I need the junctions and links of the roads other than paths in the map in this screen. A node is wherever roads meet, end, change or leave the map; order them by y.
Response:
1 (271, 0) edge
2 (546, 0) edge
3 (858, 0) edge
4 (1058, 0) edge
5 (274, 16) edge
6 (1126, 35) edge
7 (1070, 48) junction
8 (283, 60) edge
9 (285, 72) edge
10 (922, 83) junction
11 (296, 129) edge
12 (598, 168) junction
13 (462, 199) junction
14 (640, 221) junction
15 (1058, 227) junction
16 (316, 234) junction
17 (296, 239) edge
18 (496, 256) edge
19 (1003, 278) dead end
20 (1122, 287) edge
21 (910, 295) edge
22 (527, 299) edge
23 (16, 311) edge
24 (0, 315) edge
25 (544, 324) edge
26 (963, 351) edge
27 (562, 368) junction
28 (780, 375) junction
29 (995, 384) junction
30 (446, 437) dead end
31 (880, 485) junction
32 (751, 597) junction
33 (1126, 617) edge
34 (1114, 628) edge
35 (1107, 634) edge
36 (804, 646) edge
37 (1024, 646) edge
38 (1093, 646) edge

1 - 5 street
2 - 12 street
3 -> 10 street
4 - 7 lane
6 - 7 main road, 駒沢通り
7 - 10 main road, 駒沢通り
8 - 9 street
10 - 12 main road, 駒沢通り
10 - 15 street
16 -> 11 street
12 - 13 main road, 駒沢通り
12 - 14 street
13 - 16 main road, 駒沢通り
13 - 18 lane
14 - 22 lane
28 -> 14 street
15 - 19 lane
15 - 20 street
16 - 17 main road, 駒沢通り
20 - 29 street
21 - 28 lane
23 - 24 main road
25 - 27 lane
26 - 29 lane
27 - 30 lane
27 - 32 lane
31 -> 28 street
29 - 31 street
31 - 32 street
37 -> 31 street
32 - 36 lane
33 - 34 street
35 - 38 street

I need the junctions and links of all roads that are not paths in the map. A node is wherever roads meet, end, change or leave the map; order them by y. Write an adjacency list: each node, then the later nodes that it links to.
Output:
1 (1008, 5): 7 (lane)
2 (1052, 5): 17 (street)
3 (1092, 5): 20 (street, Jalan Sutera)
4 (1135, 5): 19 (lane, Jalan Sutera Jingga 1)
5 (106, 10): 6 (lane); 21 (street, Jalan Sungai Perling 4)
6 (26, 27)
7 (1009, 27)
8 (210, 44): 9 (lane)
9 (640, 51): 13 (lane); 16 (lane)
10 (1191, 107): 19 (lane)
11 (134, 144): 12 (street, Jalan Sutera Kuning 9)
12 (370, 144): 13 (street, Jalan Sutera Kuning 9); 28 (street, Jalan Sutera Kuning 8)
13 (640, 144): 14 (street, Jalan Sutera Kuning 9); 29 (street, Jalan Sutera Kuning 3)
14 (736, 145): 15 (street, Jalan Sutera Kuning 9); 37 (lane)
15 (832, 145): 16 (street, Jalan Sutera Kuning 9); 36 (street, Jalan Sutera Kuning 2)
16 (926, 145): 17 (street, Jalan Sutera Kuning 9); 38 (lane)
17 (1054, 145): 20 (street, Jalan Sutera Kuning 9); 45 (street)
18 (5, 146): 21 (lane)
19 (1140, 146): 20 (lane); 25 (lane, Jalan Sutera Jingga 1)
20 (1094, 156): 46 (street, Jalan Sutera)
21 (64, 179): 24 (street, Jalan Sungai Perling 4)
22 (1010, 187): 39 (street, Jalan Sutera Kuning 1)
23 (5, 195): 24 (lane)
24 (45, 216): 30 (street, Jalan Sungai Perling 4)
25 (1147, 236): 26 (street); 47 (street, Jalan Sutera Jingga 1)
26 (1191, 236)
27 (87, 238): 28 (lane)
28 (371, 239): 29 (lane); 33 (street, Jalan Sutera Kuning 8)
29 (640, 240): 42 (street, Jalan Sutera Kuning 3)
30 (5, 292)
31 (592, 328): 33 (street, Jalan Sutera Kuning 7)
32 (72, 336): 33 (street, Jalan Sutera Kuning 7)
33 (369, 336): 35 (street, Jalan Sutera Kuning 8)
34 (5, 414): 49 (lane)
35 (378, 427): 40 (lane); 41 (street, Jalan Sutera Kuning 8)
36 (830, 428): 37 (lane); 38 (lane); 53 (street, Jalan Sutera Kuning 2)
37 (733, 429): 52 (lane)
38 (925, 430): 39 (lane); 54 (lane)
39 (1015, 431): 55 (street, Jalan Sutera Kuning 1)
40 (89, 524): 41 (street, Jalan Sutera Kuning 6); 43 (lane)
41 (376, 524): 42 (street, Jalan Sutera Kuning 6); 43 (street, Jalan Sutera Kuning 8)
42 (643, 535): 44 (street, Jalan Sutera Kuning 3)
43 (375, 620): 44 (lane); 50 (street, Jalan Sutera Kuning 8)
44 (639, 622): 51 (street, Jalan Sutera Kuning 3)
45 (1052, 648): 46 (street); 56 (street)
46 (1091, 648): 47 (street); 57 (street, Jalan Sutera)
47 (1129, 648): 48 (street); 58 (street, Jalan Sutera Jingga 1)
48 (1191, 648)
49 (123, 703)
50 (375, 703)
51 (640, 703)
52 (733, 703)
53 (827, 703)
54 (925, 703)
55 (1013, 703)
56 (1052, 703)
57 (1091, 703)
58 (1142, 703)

§ Work request: The answer is each line from the entries above in which the word "Sungai" occurs.

§ Answer area:
5 (106, 10): 6 (lane); 21 (street, Jalan Sungai Perling 4)
21 (64, 179): 24 (street, Jalan Sungai Perling 4)
24 (45, 216): 30 (street, Jalan Sungai Perling 4)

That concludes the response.